Creo que una de las causas internas de nuestras crisis es la falta de autoridad en nuestras relaciones. Me refiero, no solo a su falta de hecho, sino al rechazo de toda idea de autoridad como si fuera algo dañino para la libertad humana.
El evangelio que este domingo se leerá en todas las parroquias de España nos habla de la autoridad de Jesús.
Estamos en los comienzos de su ministerio; en Cafarnaúm, el día de sábado, en la sinagoga, Jesús estrena su misión. ¿Qué es lo primero que hace? Predicar, enseñar. ¿Qué enseña? No se nos dice. Se insiste, sin más, en cómo enseña: “Con autoridad”. Se repite dos veces esta constatación. En el centro de esta doble insistencia se sitúa el milagro del endemoniado: la obra maravillosa de este exorcismo sirve para ejemplificar la autoridad de la palabra de este hombre que llega, nuevo, desde Nazaret. Por ahora, importa más su palabra que sus milagros: los signos están al servicio de su palabra poderosa.
Para insistir en esta autoridad nueva, la gente lo compara con los escribas. Los escribas eran los maestros más reputados de Israel en aquella época, estudiosos y transmisores de la Ley y las Escrituras. Jesús no es un nuevo escriba, no es otro maestro rabínico, no es un profeta actual: hay algo más, existe una diferencia. Por ahora, la diferencia no se ve tanto en el contenido de su enseñanza, sino en la fuerza de su palabra, en su autoridad.
¿Por qué insisten los evangelios en la autoridad como la primera característica de Jesús? ¿Tiene esto que ver con nuestra crisis actual de autoridad? ¿Tiene que ver con la esencia del cristianismo y su propuesta a la humanidad?
En primer lugar, hemos de decir que tiene que ver, ante todo, con nuestra idea de Jesús. El Jesús histórico, el Jesús que nos presentan los primeros testigos de su vida, no se parece mucho a ese Jesús que hemos construido, anacrónico, desde nuestras ideologías y conveniencias. Jesús de Nazaret fue un maestro con autoridad, con una autoridad como ningún otro en su tiempo. Y esta fue la característica que lo hizo distinguirse de los demás.
El “Jesús ligero” que llama a todos a un “amor genérico”, que predica lo que nos conviene oír y no hace sino corroborar nuestras decisiones previas, este Jesús es una imagen irreal que nos hemos construido para no tener que cambiar nada en nuestra vida.
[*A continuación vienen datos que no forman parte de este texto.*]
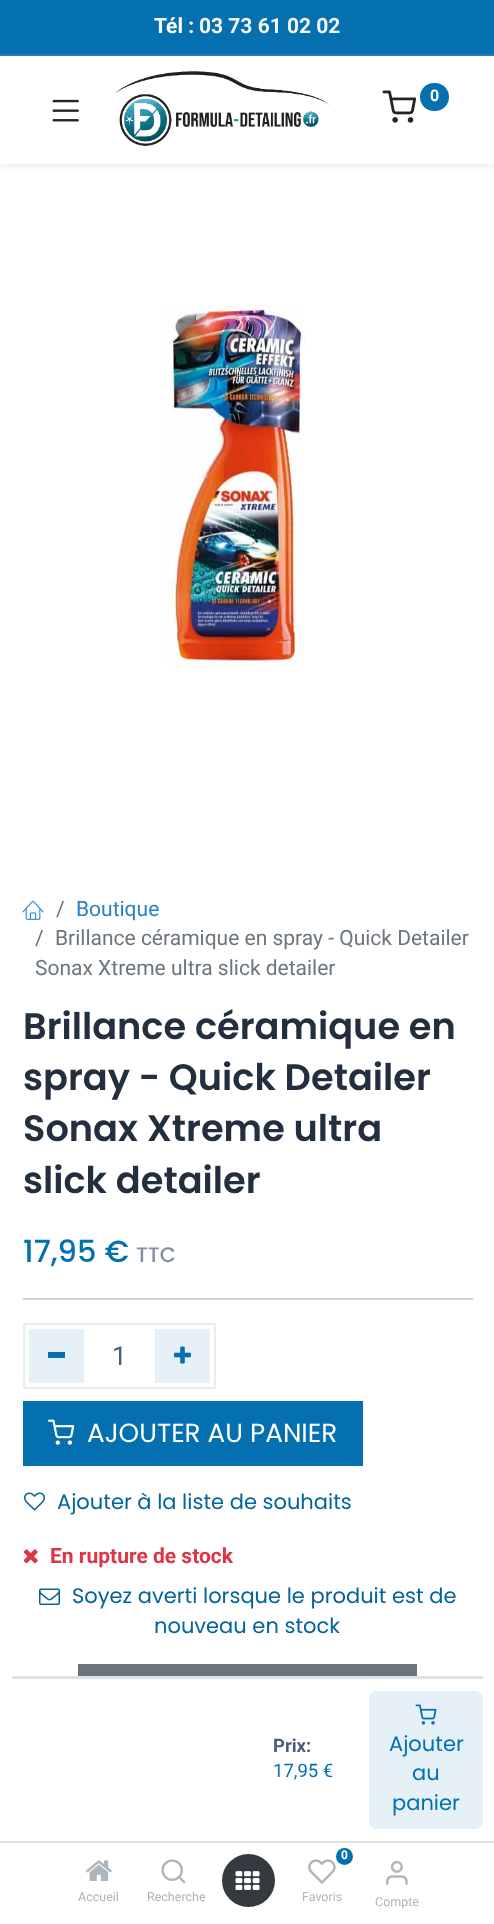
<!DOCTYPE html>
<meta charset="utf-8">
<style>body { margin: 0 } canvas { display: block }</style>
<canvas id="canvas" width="494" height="1924"></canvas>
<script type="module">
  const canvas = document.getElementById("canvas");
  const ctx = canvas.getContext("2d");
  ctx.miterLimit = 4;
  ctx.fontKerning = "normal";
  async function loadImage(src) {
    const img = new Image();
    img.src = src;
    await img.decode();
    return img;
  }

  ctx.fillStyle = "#ffffff";
  ctx.fillRect(0, 0, 494, 1924);
  ctx.fillStyle = "#0470af";
  ctx.fillRect(0, 0, 494, 54);
  ctx.fillStyle = "#2281b9";
  ctx.fillRect(0, 54, 494, 2);
  ctx.font = "bold 21px Roboto";
  ctx.fillStyle = "#ffffff";
  ctx.fillText("Tél :", 154, 33);
  ctx.fillStyle = "#f5f5f5";
  ctx.fillText("03 73 61 02 02", 199, 33);
  ctx.fillStyle = "rgba(0, 0, 0, 0.07)";
  ctx.filter = "blur(3px)";
  ctx.beginPath();
  ctx.rect(0, 59, 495, 108);
  ctx.fill();
  ctx.filter = "none";
  ctx.fillStyle = "#ffffff";
  ctx.fillRect(0, 56, 494, 108);
  ctx.drawImage(await loadImage("img1.png"), 115, 71, 215, 75);
  ctx.drawImage(await loadImage("img2.png"), 382, 90, 35, 33);
  ctx.fillStyle = "#0470af";
  ctx.beginPath();
  ctx.roundRect(420, 83, 29, 28, 14);
  ctx.fill();
  ctx.font = "bold 16px Roboto";
  ctx.fillStyle = "#ffffff";
  ctx.fillText("0", 430, 101);
  ctx.drawImage(await loadImage("img3.png"), 52, 99, 27, 23);
  ctx.drawImage(await loadImage("img4.png"), 166, 305, 139, 361);
  ctx.drawImage(await loadImage("img5.png"), 22, 900, 22, 20);
  ctx.font = "21px Roboto";
  ctx.fillStyle = "#6c757d";
  ctx.fillText("/", 56, 916);
  ctx.fillStyle = "#2483c7";
  ctx.fillText("Boutique", 76, 916);
  ctx.fillStyle = "#6c757d";
  ctx.fillText("/", 35, 945);
  ctx.fillText("Brillance céramique en spray - Quick Detailer", 55, 945);
  ctx.fillText("Sonax Xtreme ultra slick detailer", 35, 975);
  ctx.font = "600 36.75px Poppins";
  ctx.fillStyle = "#232f3e";
  ctx.fillText("Brillance céramique en", 23, 1039);
  ctx.fillText("spray - Quick Detailer", 23, 1090);
  ctx.fillText("Sonax Xtreme ultra", 23, 1141);
  ctx.fillText("slick detailer", 23, 1193);
  ctx.font = "500 30.5px Poppins";
  ctx.fillStyle = "#0470af";
  ctx.fillText("17,95 €", 23, 1262);
  ctx.font = "500 21px Poppins";
  ctx.fillStyle = "#828ca3";
  ctx.fillText("TTC", 136, 1262);
  ctx.fillStyle = "#d3d6de";
  ctx.fillRect(23, 1298, 450, 2);
  ctx.strokeStyle = "#e9ecef";
  ctx.lineWidth = 2;
  ctx.strokeRect(24, 1324, 191, 64);
  ctx.fillStyle = "#e6f1f7";
  ctx.fillRect(29, 1329, 55, 54);
  ctx.fillStyle = "#0470af";
  ctx.fillRect(48, 1352, 17, 6);
  ctx.font = "26.25px Roboto";
  ctx.fillStyle = "#4d5b7c";
  ctx.fillText("1", 112, 1365);
  ctx.fillStyle = "#e6f1f7";
  ctx.fillRect(155, 1329, 55, 54);
  ctx.drawImage(await loadImage("img6.png"), 174, 1346, 17, 18);
  ctx.fillStyle = "#0470af";
  ctx.fillRect(23, 1401, 340, 65);
  ctx.drawImage(await loadImage("img7.png"), 48, 1419, 27, 26);
  ctx.font = "26.25px Poppins";
  ctx.fillStyle = "#ffffff";
  ctx.fillText("AJOUTER AU PANIER", 87, 1442);
  ctx.drawImage(await loadImage("img8.png"), 24, 1492, 21, 19);
  ctx.font = "21px Poppins";
  ctx.fillStyle = "#04639b";
  ctx.fillText("Ajouter à la liste de souhaits", 57, 1509);
  ctx.drawImage(await loadImage("img9.png"), 23, 1549, 15, 15);
  ctx.font = "bold 21px Roboto";
  ctx.fillStyle = "#dc3545";
  ctx.fillText("En rupture de stock", 50, 1563);
  ctx.drawImage(await loadImage("img10.png"), 39, 1588, 21, 17);
  ctx.font = "21px Poppins";
  ctx.fillStyle = "#04639b";
  ctx.fillText("Soyez averti lorsque le produit est de", 72, 1603);
  ctx.fillText("nouveau en stock", 154, 1633);
  ctx.fillStyle = "#6c757d";
  ctx.fillRect(78, 1664, 339, 12);
  ctx.fillStyle = "#dee2e6";
  ctx.fillRect(12, 1676, 471, 3);
  ctx.fillRect(0, 1841, 494, 2);
  ctx.font = "bold 18.5px Roboto";
  ctx.fillStyle = "#4d5b7c";
  ctx.fillText("Prix:", 273, 1752);
  ctx.font = "18.5px Roboto";
  ctx.fillStyle = "#0470af";
  ctx.fillText("17,95 €", 273, 1777);
  ctx.fillStyle = "#e6f1f7";
  ctx.beginPath();
  ctx.roundRect(369, 1691, 114, 138, 8);
  ctx.fill();
  ctx.drawImage(await loadImage("img11.png"), 415, 1704, 22, 21);
  ctx.font = "21px Poppins";
  ctx.fillStyle = "#0470af";
  ctx.fillText("Ajouter", 389, 1751);
  ctx.fillText("au", 412, 1780);
  ctx.fillText("panier", 392, 1810);
  ctx.drawImage(await loadImage("img12.png"), 86, 1860, 26, 21);
  ctx.font = "12.5px Roboto";
  ctx.fillStyle = "#adb5bd";
  ctx.fillText("Accueil", 78, 1901);
  ctx.drawImage(await loadImage("img13.png"), 161, 1859, 25, 25);
  ctx.fillText("Recherche", 147, 1901);
  ctx.fillStyle = "#343a40";
  ctx.beginPath();
  ctx.arc(248.5, 1880.5, 26.5, 0, Math.PI * 2);
  ctx.fill();
  ctx.drawImage(await loadImage("img14.png"), 235, 1871, 25, 19);
  ctx.fillStyle = "#0470af";
  ctx.beginPath();
  ctx.arc(344.5, 1856.5, 8.5, 0, Math.PI * 2);
  ctx.fill();
  ctx.font = "bold 12px Roboto";
  ctx.fillStyle = "#ffffff";
  ctx.fillText("0", 341, 1859);
  ctx.drawImage(await loadImage("img15.png"), 308, 1859, 28, 25);
  ctx.font = "12.5px Roboto";
  ctx.fillStyle = "#adb5bd";
  ctx.fillText("Favoris", 302, 1901);
  ctx.drawImage(await loadImage("img16.png"), 386, 1860, 22, 25);
  ctx.fillText("Compte", 375, 1906);
</script>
Este Jesús inventado, por desgracia, también habita entre muchos creyentes.
¿Por qué tenía Jesús esa autoridad? Lo encontramos en todas las páginas del Evangelio: porque es el Hijo de Dios, porque habla desde lo que es y, por ello, lo vive plenamente. El origen y los frutos de cuanto vivimos son las claves de nuestra autoridad.
Esto tiene una consecuencia fundamental para nosotros: la autoridad en la palabra de Jesús hace posible la fe en nuestra respuesta. Las opiniones, aunque sean contrastadas con mucho respeto y profundidad, no suscitan la fe. Solo los testigos hacen posible la fe. Jesús es el testigo único del Padre: porque es el Hijo, porque ha sido enviado para ello. Creer es aceptar ese testimonio, reconocer esa autoridad, y construir la vida sobre él.
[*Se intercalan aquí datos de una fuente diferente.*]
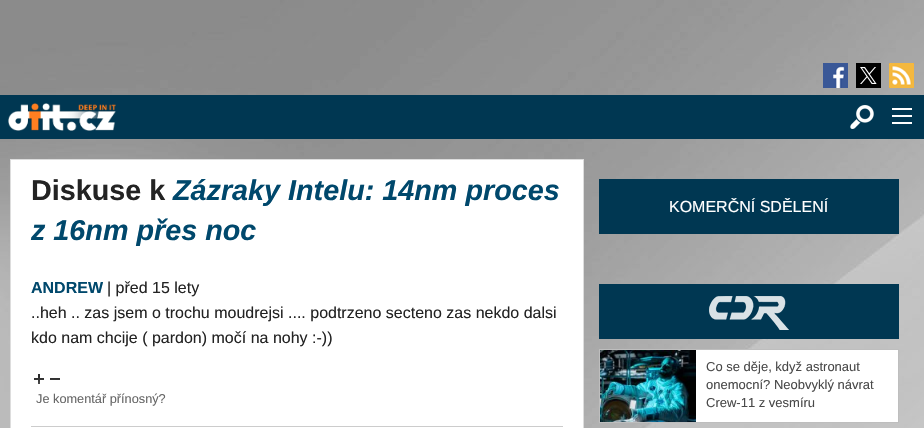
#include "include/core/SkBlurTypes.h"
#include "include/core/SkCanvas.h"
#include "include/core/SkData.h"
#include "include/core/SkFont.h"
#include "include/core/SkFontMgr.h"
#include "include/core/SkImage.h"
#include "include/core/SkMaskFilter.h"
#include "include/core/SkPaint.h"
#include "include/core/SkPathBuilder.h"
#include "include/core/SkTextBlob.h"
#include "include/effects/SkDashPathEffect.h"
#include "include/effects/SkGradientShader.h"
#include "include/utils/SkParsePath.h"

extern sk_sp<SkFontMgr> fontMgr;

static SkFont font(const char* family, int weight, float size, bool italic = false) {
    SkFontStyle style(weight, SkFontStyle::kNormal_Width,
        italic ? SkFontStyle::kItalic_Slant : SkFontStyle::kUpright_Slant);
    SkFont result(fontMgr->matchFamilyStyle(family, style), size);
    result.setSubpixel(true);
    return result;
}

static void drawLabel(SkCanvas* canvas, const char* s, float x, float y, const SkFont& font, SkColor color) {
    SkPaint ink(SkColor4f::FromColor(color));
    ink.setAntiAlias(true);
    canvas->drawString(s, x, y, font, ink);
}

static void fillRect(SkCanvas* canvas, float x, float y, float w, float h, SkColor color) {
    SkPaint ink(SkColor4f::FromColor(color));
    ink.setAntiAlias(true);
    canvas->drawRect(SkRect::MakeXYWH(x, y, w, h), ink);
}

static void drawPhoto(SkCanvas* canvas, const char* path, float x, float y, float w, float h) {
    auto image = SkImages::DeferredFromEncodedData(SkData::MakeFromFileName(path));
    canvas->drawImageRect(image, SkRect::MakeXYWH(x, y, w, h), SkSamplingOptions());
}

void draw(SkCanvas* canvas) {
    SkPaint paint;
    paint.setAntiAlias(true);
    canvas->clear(0xFFFFFFFF);
    drawPhoto(canvas, "assets/img1.png", 0, 0, 924, 428);
    drawPhoto(canvas, "assets/img2.png", 823, 63, 25, 25);
    fillRect(canvas, 856, 63, 25, 25, 0xFF000000);
    drawPhoto(canvas, "assets/img3.png", 860, 67, 17, 17);
    drawPhoto(canvas, "assets/img4.png", 889, 63, 25, 25);
    fillRect(canvas, 0, 95, 924, 44, 0xFF003752);
    drawPhoto(canvas, "assets/img5.png", 8, 103, 108, 28);
    drawPhoto(canvas, "assets/img6.png", 850, 105, 24, 24);
    fillRect(canvas, 892, 122, 20, 2, 0xFFFEFEFE);
    fillRect(canvas, 892, 115, 20, 2, 0xFFFEFEFE);
    fillRect(canvas, 892, 108, 20, 2, 0xFFFEFEFE);
    paint.setColor(0xFFFFFFFF);
    canvas->drawRect(SkRect::MakeXYWH(10.5f, 159.5f, 573, 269), paint);
    paint.setStroke(true);
    paint.setStrokeWidth(1);
    paint.setColor(0xFFDDDDDD);
    canvas->drawRect(SkRect::MakeXYWH(10.5f, 159.5f, 573, 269), paint);
    SkFont font1 = font("Liberation Sans", 700, 28.75f);
    drawLabel(canvas, "Diskuse k", 31, 200, font1, 0xFF232323);
    SkFont font2 = font("Liberation Sans", 700, 28.75f, true);
    drawLabel(canvas, "Zázraky Intelu: 14nm proces", 173, 200, font2, 0xFF00486C);
    drawLabel(canvas, "z 16nm přes noc", 31, 240, font2, 0xFF00486C);
    fillRect(canvas, 31, 426, 532, 1, 0xFFCCCCCC);
    SkFont font3 = font("Liberation Sans", 700, 16);
    drawLabel(canvas, "ANDREW", 31, 293, font3, 0xFF00486C);
    SkFont font4 = font("Liberation Sans", 400, 16);
    drawLabel(canvas, "| před 15 lety", 107, 293, font4, 0xFF232323);
    drawLabel(canvas, "..heh .. zas jsem o trochu moudrejsi .... podtrzeno secteno zas nekdo dalsi", 31, 318, font4, 0xFF232323);
    drawLabel(canvas, "kdo nam chcije ( pardon) močí na nohy :-))", 31, 343, font4, 0xFF232323);
    drawPhoto(canvas, "assets/img7.png", 34, 374, 10, 10);
    drawPhoto(canvas, "assets/img8.png", 50, 378, 10, 2);
    SkFont font5 = font("Liberation Sans", 400, 12.75f);
    drawLabel(canvas, "Je komentář přínosný?", 36, 403, font5, 0xFF666666);
    fillRect(canvas, 599, 179, 300, 55, 0xFF003752);
    drawLabel(canvas, "KOMERČNÍ SDĚLENÍ", 669, 212, font4, 0xFFFFFFFF);
    fillRect(canvas, 599, 284, 300, 55, 0xFF003752);
    drawPhoto(canvas, "assets/img9.png", 709, 296, 80, 34);
    fillRect(canvas, 696, 350, 202, 72, 0xFFFFFFFF);
    paint.setColor(0xFFBEBEBE);
    canvas->drawRect(SkRect::MakeXYWH(599.5f, 349.5f, 299, 73), paint);
    drawPhoto(canvas, "assets/img10.png", 600, 350, 96, 72);
    SkFont font6 = font("Liberation Sans", 400, 13);
    drawLabel(canvas, "Co se děje, když astronaut", 706, 371, font6, 0xFF494949);
    drawLabel(canvas, "onemocní? Neobvyklý návrat", 706, 389, font6, 0xFF494949);
    drawLabel(canvas, "Crew-11 z vesmíru", 706, 407, font6, 0xFF494949);
}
Es tal la autoridad que vemos en este hombre, que nos jugamos la vida por él, que construimos la vida desde él. Esto es la fe: reconocer una autoridad definitiva, fundar el presente y el futuro sobre la palabra de un hombre de quien nos podemos fiar, más que de nosotros mismos. “De la admiración a la fe” podría ser el proceso de aquellos galileos a las orillas de un lago. Tal vez, también, podría ser nuestro propio proceso.